The air cools down rapidly and the earthly petrichor brings waves of nostalgia. The roads, that have turned into a darker shade of grey, reflect the street lights and headlights and shine all the way. Every time tires cut through the puddles, small splashes make the pedestrians’ shoes soggy.  Curses and screams rally over the roads, muffled under the sound of car horns and the steady pour. The footpath floods with umbrellas and two wheeler drivers line beneath the large trees to stay dry.
After a long wait, months of drought, Pune greets rain.

It isn't raining cats and dogs. It's rather raining butterflies, which makes it even more beautiful.

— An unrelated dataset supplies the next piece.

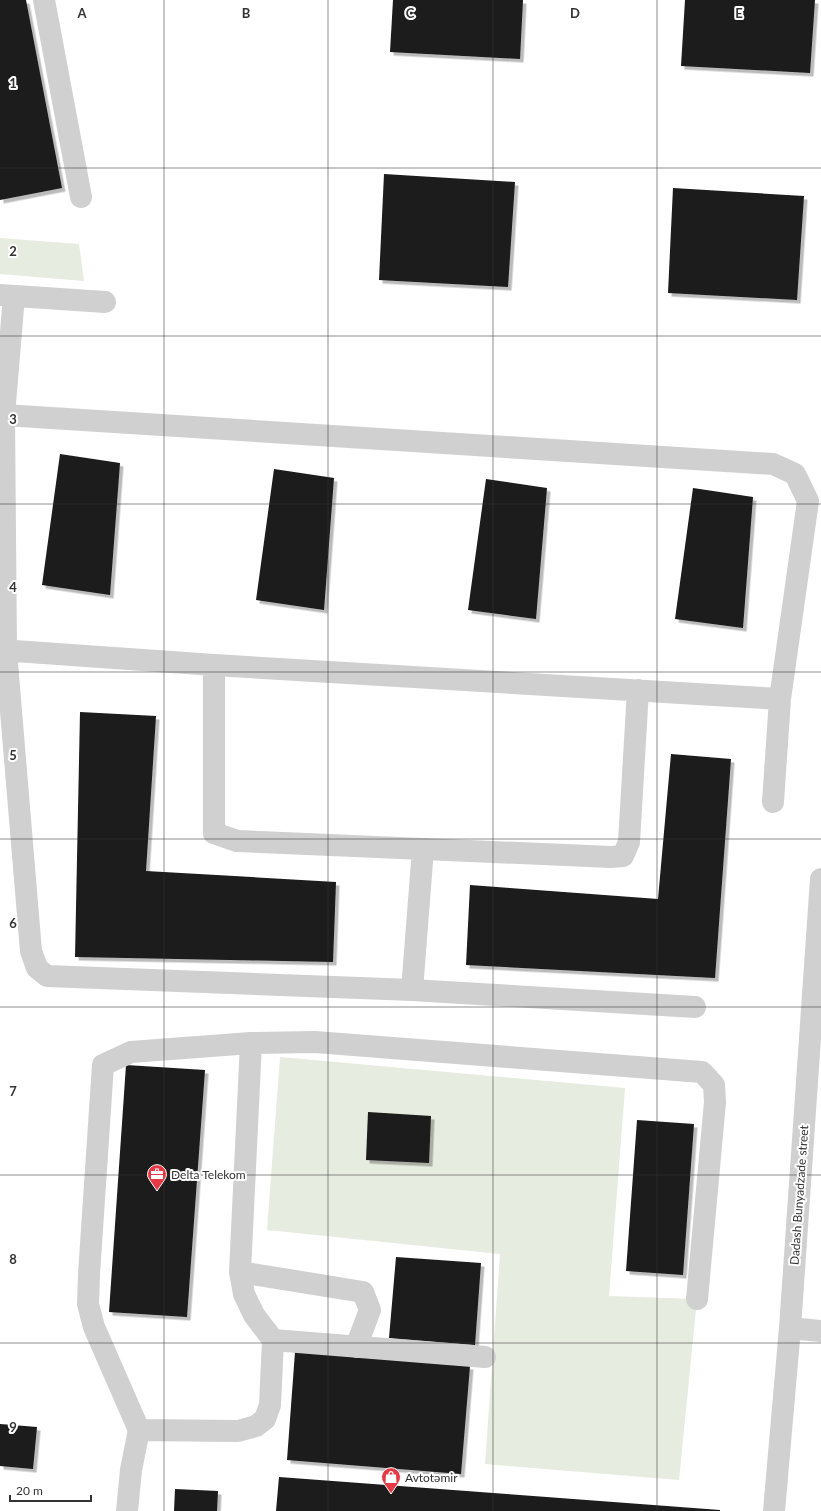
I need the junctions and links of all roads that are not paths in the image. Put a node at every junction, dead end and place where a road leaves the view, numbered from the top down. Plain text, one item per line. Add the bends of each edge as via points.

I look at the road, all the vehicles lined up round the crossroads. Their wipers sway continuously and for a long time, I gawk at them, lost. I forget everything else as I gaze at the windscreens. The rain drops fall, gracefully and then race down to the bottom. All of a sudden, I am a little girl again, cheering the drops to victory, guessing which one will reach the bonnet first.
Sitting in my very own paper boat, sailing with my best friend through an angry sea, I laugh. With play swords in our hands, we challenge the other paper boats and race to the shore, very much like the raindrops. As I come out of my ship, all wet, tired and covered in mud, it magically turns back into a paper boat, the shore, into a pavement. The sea that merged into the sky is now just a titchy puddle.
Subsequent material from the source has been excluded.